◆ **WORK ORDER**
Because the entries hold pictures, reproduce only their words, exactly as written.

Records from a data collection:

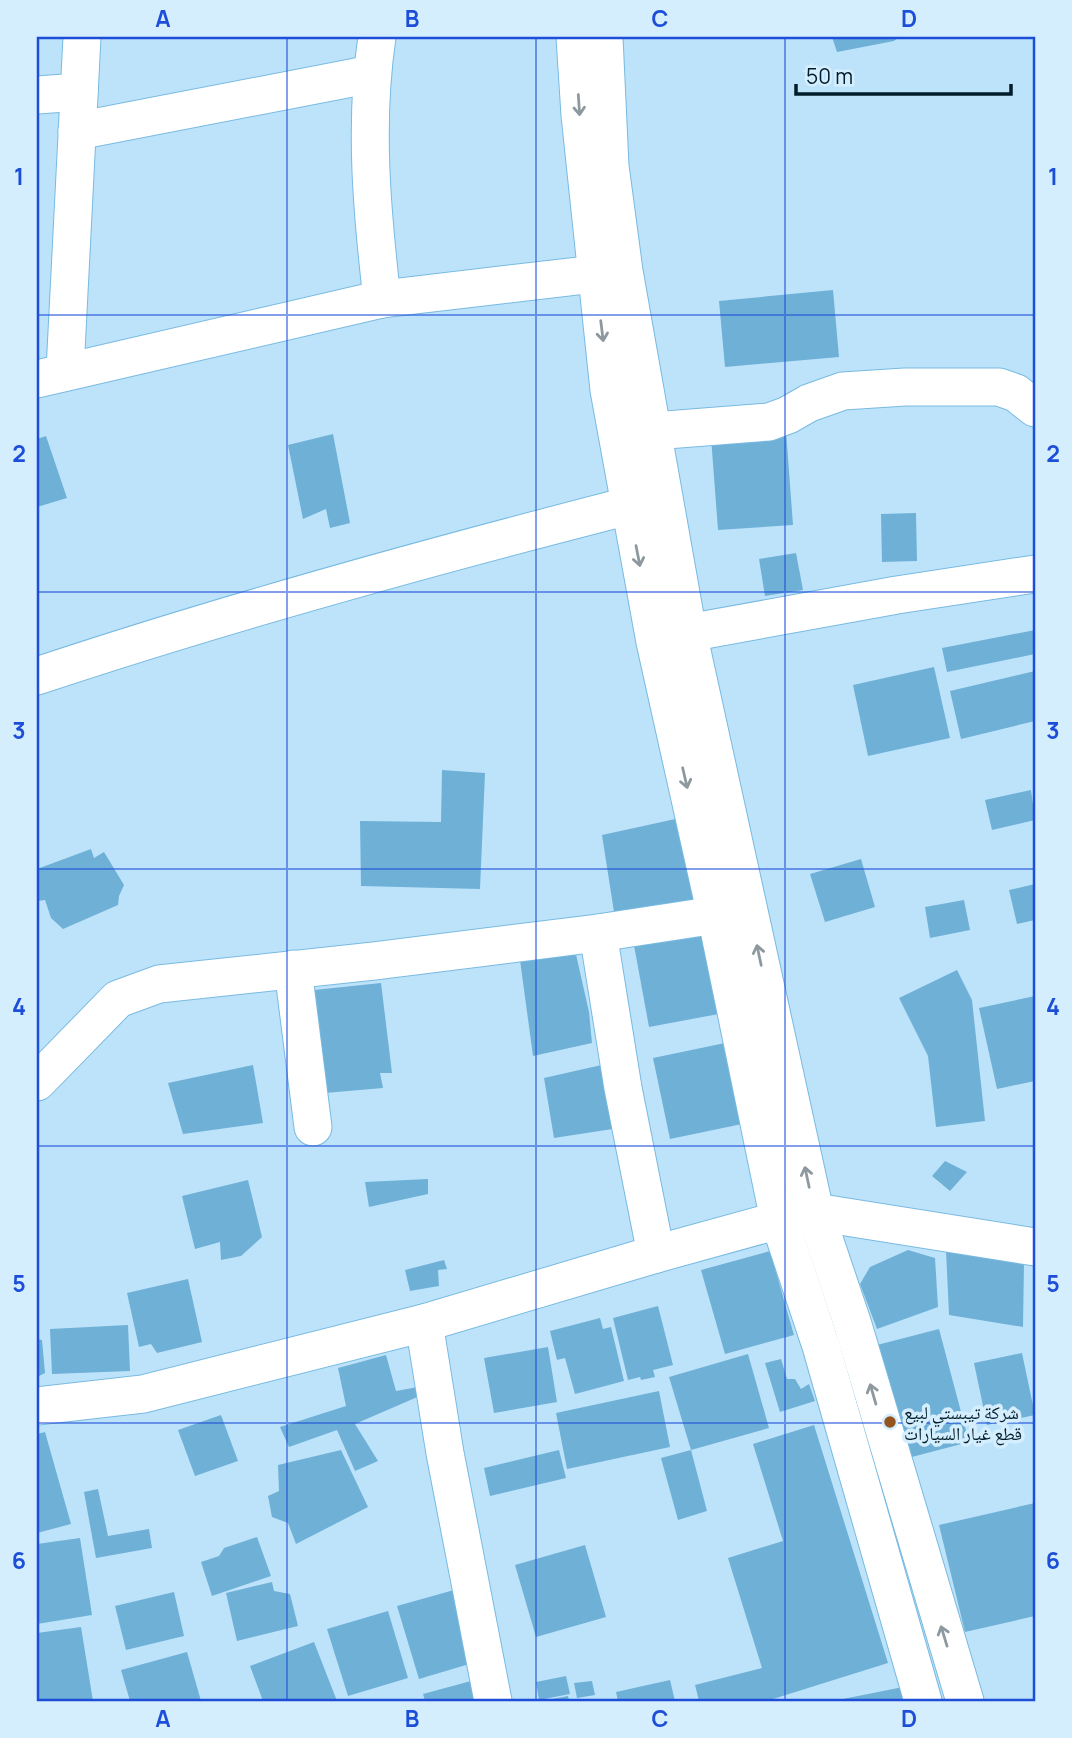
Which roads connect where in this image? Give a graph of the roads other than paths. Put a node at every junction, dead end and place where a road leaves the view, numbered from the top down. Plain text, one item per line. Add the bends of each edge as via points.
1 (82, 37) edge
2 (377, 37) edge
3 (575, 37) edge
4 (604, 37) edge
5 (372, 74) junction
6 (79, 92) junction
7 (37, 95) edge
8 (77, 131) junction
9 (595, 274) junction
10 (382, 299) junction
11 (51, 375) edge
12 (1035, 408) edge
13 (653, 431) junction
14 (665, 501) junction
15 (628, 506) junction
16 (1035, 574) edge
17 (672, 637) junction
18 (37, 676) edge
19 (716, 915) junction
20 (598, 933) junction
21 (293, 969) junction
22 (37, 1082) edge
23 (313, 1127) dead end
24 (815, 1212) junction
25 (779, 1220) junction
26 (1035, 1247) edge
27 (656, 1254) junction
28 (424, 1323) junction
29 (37, 1406) edge
30 (493, 1701) edge
31 (923, 1701) edge
32 (965, 1701) edge

1 - 6 street
2 - 5 street
3 -> 9 street
4 - 13 street via 612,179
5 - 8 street
5 - 10 street via 371,179
6 - 7 street
6 - 8 street
8 - 11 street
9 - 10 street
9 -> 15 street
10 - 11 street
12 - 13 street via 999,387 905,387 843,391 769,422
13 - 14 street
14 - 15 street
14 - 17 street
15 -> 17 street
15 - 18 street via 153,637
16 - 17 street
17 -> 19 street
24 -> 17 street
19 - 20 street
19 - 25 street
20 - 21 street
20 - 27 street
21 - 22 street via 159,984 118,999
21 - 23 street
24 - 25 street
24 - 26 street
32 -> 24 street
25 - 27 street
25 - 31 street via 821,1346
27 - 28 street
28 - 29 street via 143,1394
28 - 30 street via 444,1453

◆ **ANSWER SPACE**
Which roads connect where in this image? Give a graph of the roads other than paths. Put a node at every junction, dead end and place where a road leaves the view, numbered from the top down. Plain text, one item per line. Add the bends of each edge as via points.
1 (82, 37) edge
2 (377, 37) edge
3 (575, 37) edge
4 (604, 37) edge
5 (372, 74) junction
6 (79, 92) junction
7 (37, 95) edge
8 (77, 131) junction
9 (595, 274) junction
10 (382, 299) junction
11 (51, 375) edge
12 (1035, 408) edge
13 (653, 431) junction
14 (665, 501) junction
15 (628, 506) junction
16 (1035, 574) edge
17 (672, 637) junction
18 (37, 676) edge
19 (716, 915) junction
20 (598, 933) junction
21 (293, 969) junction
22 (37, 1082) edge
23 (313, 1127) dead end
24 (815, 1212) junction
25 (779, 1220) junction
26 (1035, 1247) edge
27 (656, 1254) junction
28 (424, 1323) junction
29 (37, 1406) edge
30 (493, 1701) edge
31 (923, 1701) edge
32 (965, 1701) edge

1 - 6 street
2 - 5 street
3 -> 9 street
4 - 13 street via 612,179
5 - 8 street
5 - 10 street via 371,179
6 - 7 street
6 - 8 street
8 - 11 street
9 - 10 street
9 -> 15 street
10 - 11 street
12 - 13 street via 999,387 905,387 843,391 769,422
13 - 14 street
14 - 15 street
14 - 17 street
15 -> 17 street
15 - 18 street via 153,637
16 - 17 street
17 -> 19 street
24 -> 17 street
19 - 20 street
19 - 25 street
20 - 21 street
20 - 27 street
21 - 22 street via 159,984 118,999
21 - 23 street
24 - 25 street
24 - 26 street
32 -> 24 street
25 - 27 street
25 - 31 street via 821,1346
27 - 28 street
28 - 29 street via 143,1394
28 - 30 street via 444,1453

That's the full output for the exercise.